Silence spared the reversing of her sword with a flicker of contempt. If she was extremely lucky, her death throes would slice his leg open. Still, there was something to be said for people who refused to resign themselves. Stark was, in many ways, an attractive constant in his life. Kill her, and he'd have to spend time getting to know someone else. Silence was nothing if not a creature of routine.

"I like you," he said, distantly. "I like the idea of knowing that you live only because of my generosity." As he spoke, his eyes cut through the darkness at the end of the alley. It was highly unlikely that Stark was stupid enough to enter the lion's den without backup. The dagger retreated from Diana's throat, tilted to a precise angle, and bit deep into hjer left shoulder. It was a serious wound, and one he hoped she would not forget easily, but the plug of the blade would keep her from bleeding out until she reached safety. "You may keep it," he told her, deliberately magnanimous, and let her drop, hopping backwards out of the reach of the blood. The last thing he wanted was a line of footprints.

Diana gasped and dropped her sword when the dagger slid into her shoulder, collapsing forward when Silence let her go. Gritting her teeth, she reached for her last dagger and threw it with all her might in his direction, knowing it'd be more like to miss than hit. With the last of her strength, she whistled the signal for the guards in wait to give chase, hoping she managed it loud enough.

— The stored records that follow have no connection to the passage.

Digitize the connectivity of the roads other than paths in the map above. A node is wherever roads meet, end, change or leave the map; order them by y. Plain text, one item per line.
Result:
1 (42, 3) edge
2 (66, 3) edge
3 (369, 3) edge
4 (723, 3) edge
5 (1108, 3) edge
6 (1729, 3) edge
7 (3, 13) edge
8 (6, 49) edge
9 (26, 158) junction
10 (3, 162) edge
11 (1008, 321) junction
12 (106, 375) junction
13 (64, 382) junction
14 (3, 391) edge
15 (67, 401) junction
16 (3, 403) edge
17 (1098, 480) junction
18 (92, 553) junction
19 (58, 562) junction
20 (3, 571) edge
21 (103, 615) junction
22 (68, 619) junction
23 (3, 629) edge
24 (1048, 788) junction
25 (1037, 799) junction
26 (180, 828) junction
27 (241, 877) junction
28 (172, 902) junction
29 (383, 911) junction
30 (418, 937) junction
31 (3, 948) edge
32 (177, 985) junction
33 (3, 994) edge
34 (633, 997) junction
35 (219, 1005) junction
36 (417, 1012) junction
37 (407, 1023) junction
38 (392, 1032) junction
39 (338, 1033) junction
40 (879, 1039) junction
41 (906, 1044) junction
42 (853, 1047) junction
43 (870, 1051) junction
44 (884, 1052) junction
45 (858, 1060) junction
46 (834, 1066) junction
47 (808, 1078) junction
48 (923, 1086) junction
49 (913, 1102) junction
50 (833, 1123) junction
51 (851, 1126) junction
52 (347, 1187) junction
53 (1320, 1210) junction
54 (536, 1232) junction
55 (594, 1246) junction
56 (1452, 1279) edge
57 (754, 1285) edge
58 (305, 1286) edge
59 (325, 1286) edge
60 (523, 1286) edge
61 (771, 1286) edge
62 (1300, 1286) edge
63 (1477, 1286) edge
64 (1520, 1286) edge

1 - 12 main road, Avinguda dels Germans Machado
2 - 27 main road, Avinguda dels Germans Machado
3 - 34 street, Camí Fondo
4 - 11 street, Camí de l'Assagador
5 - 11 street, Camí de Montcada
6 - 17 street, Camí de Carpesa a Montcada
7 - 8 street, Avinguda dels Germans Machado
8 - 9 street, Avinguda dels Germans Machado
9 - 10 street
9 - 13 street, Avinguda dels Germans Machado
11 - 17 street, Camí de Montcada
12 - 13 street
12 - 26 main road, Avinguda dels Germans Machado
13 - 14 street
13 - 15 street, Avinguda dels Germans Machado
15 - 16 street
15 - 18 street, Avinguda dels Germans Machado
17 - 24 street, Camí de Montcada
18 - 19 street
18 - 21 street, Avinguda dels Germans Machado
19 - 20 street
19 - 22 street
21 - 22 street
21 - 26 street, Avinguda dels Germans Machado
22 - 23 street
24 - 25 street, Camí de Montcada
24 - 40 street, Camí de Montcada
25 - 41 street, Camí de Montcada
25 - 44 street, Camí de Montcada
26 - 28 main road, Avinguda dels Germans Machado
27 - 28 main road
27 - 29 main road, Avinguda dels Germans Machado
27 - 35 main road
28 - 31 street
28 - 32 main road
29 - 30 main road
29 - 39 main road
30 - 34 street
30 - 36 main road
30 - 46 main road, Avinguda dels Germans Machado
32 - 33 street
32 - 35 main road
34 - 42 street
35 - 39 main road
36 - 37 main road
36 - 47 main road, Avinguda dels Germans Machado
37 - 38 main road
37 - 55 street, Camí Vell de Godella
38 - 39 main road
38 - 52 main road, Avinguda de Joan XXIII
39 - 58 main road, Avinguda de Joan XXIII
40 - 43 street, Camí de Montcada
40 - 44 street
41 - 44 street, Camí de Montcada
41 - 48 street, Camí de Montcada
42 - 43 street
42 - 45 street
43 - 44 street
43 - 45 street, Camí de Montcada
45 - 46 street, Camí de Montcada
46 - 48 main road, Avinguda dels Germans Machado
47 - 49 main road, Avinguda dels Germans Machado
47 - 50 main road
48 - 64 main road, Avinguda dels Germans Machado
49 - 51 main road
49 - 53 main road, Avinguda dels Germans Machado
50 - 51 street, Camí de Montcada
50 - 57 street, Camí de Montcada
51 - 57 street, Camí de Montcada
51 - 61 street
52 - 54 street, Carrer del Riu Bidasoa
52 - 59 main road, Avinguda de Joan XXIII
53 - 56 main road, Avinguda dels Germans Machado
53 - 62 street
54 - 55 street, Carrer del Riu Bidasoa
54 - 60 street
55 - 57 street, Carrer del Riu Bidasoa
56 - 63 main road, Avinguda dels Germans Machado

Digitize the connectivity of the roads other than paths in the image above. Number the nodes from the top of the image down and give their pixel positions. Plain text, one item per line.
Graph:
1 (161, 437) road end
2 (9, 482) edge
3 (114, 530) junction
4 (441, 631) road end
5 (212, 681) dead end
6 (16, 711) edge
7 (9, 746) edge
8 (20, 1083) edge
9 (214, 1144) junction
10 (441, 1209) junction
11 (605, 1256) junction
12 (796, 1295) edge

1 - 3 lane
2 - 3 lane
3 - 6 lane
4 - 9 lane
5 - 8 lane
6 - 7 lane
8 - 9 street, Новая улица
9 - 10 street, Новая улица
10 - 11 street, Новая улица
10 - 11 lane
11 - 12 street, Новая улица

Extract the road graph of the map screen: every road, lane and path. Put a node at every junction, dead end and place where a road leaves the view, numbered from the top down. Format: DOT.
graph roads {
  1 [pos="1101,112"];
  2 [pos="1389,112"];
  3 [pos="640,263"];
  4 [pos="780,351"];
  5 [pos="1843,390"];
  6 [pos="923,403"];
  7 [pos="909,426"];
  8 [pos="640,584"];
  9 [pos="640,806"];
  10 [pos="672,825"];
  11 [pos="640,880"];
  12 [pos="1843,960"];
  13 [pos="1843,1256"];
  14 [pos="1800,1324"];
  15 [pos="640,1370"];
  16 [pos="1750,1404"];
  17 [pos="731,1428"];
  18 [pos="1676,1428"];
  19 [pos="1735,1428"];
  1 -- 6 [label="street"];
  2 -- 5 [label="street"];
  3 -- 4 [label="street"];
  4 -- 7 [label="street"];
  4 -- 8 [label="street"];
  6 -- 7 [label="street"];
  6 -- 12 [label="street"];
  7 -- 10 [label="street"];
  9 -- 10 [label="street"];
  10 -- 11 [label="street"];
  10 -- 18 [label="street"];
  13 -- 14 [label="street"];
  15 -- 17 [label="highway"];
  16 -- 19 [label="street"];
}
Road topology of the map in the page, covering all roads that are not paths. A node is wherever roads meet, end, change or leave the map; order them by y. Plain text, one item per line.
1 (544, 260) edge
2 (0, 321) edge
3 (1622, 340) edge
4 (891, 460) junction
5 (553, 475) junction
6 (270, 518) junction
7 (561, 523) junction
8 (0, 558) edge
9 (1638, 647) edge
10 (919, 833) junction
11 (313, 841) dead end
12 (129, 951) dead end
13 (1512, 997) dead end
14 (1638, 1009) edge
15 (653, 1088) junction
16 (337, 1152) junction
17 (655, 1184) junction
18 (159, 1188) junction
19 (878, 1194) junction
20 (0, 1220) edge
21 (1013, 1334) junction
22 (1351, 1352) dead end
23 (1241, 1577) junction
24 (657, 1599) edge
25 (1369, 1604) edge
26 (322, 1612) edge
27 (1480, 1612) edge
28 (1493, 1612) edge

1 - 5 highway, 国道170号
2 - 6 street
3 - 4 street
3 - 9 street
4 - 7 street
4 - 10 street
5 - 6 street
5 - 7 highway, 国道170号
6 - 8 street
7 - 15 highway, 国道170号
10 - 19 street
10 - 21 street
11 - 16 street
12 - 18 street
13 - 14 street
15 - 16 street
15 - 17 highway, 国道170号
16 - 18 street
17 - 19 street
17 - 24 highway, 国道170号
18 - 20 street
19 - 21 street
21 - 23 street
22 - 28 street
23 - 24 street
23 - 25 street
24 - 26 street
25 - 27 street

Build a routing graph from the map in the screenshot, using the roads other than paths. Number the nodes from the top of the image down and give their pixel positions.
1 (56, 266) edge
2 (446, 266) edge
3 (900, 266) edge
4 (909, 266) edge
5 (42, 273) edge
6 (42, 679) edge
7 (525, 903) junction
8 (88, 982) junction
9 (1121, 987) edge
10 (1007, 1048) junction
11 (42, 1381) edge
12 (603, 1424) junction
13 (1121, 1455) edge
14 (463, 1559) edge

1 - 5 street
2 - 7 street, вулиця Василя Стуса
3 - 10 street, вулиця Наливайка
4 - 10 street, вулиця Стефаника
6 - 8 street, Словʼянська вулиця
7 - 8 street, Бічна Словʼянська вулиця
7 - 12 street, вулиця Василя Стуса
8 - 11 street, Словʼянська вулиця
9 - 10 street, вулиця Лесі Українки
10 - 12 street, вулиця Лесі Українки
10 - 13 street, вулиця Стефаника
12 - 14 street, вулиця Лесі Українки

Lying on the ground, she groped at the dagger hilt above her shoulder, wanting to pull it out in disgust but knowing it was better left in for the moment. Letting her hand drop away, she focused on breathing and not blacking out from the eventual loss of blood.

The assassin's so-called generosity could rot in hell.

The dagger landed with a thunk, pinning the assassin's cloak to the wooden wall behind it. He ducked, grabbed the hilt, and hauled it out of the deep furrow. With the sound of running feet closer than he would have liked, there was no time to engage in any kind of banter, and so he left her there to be found, scarpering up the walls to the rooves. Escaping a bunch of armor-weighted pastry-bags would be no difficulty at all. Silence took flight, having exchanged a dagger for a dagger, but if blood were currency, he was by far the richer.